**Assignment:**
Give back the full material exactly. Omit no line.

**Given entries:**
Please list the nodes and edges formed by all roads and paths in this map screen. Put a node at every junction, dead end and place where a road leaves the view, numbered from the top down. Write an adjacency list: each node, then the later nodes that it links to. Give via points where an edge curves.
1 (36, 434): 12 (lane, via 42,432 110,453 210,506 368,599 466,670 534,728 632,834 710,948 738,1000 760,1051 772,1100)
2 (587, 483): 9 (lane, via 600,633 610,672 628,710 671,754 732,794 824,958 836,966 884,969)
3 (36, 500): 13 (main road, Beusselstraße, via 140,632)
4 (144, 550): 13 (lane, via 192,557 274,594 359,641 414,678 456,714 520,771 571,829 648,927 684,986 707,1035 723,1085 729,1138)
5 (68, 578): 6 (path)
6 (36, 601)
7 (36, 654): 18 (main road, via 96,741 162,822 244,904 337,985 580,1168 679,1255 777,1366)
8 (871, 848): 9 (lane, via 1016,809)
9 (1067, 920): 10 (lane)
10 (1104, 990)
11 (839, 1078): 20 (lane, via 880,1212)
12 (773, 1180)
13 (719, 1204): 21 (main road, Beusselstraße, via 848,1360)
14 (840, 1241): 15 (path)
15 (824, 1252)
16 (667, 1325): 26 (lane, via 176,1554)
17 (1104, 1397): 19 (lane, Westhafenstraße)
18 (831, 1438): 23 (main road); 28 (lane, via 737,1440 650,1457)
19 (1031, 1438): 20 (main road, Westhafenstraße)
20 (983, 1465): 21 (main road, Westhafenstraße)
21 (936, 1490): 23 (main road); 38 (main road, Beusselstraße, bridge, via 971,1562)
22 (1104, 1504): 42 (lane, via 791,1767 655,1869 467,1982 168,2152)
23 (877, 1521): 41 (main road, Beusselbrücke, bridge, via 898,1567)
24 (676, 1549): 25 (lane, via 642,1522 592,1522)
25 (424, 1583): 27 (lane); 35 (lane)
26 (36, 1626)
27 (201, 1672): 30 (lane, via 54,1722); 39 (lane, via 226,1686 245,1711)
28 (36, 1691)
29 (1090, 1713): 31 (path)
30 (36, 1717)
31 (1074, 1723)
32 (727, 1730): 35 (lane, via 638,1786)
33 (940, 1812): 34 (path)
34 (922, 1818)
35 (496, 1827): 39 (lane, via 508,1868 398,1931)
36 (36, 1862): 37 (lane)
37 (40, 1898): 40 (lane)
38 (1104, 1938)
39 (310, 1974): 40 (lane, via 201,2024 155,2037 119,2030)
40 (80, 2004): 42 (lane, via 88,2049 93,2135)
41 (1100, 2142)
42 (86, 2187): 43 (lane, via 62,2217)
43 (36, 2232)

**Solution to the problem:**
Please list the nodes and edges formed by all roads and paths in this map screen. Put a node at every junction, dead end and place where a road leaves the view, numbered from the top down. Write an adjacency list: each node, then the later nodes that it links to. Give via points where an edge curves.
1 (36, 434): 12 (lane, via 42,432 110,453 210,506 368,599 466,670 534,728 632,834 710,948 738,1000 760,1051 772,1100)
2 (587, 483): 9 (lane, via 600,633 610,672 628,710 671,754 732,794 824,958 836,966 884,969)
3 (36, 500): 13 (main road, Beusselstraße, via 140,632)
4 (144, 550): 13 (lane, via 192,557 274,594 359,641 414,678 456,714 520,771 571,829 648,927 684,986 707,1035 723,1085 729,1138)
5 (68, 578): 6 (path)
6 (36, 601)
7 (36, 654): 18 (main road, via 96,741 162,822 244,904 337,985 580,1168 679,1255 777,1366)
8 (871, 848): 9 (lane, via 1016,809)
9 (1067, 920): 10 (lane)
10 (1104, 990)
11 (839, 1078): 20 (lane, via 880,1212)
12 (773, 1180)
13 (719, 1204): 21 (main road, Beusselstraße, via 848,1360)
14 (840, 1241): 15 (path)
15 (824, 1252)
16 (667, 1325): 26 (lane, via 176,1554)
17 (1104, 1397): 19 (lane, Westhafenstraße)
18 (831, 1438): 23 (main road); 28 (lane, via 737,1440 650,1457)
19 (1031, 1438): 20 (main road, Westhafenstraße)
20 (983, 1465): 21 (main road, Westhafenstraße)
21 (936, 1490): 23 (main road); 38 (main road, Beusselstraße, bridge, via 971,1562)
22 (1104, 1504): 42 (lane, via 791,1767 655,1869 467,1982 168,2152)
23 (877, 1521): 41 (main road, Beusselbrücke, bridge, via 898,1567)
24 (676, 1549): 25 (lane, via 642,1522 592,1522)
25 (424, 1583): 27 (lane); 35 (lane)
26 (36, 1626)
27 (201, 1672): 30 (lane, via 54,1722); 39 (lane, via 226,1686 245,1711)
28 (36, 1691)
29 (1090, 1713): 31 (path)
30 (36, 1717)
31 (1074, 1723)
32 (727, 1730): 35 (lane, via 638,1786)
33 (940, 1812): 34 (path)
34 (922, 1818)
35 (496, 1827): 39 (lane, via 508,1868 398,1931)
36 (36, 1862): 37 (lane)
37 (40, 1898): 40 (lane)
38 (1104, 1938)
39 (310, 1974): 40 (lane, via 201,2024 155,2037 119,2030)
40 (80, 2004): 42 (lane, via 88,2049 93,2135)
41 (1100, 2142)
42 (86, 2187): 43 (lane, via 62,2217)
43 (36, 2232)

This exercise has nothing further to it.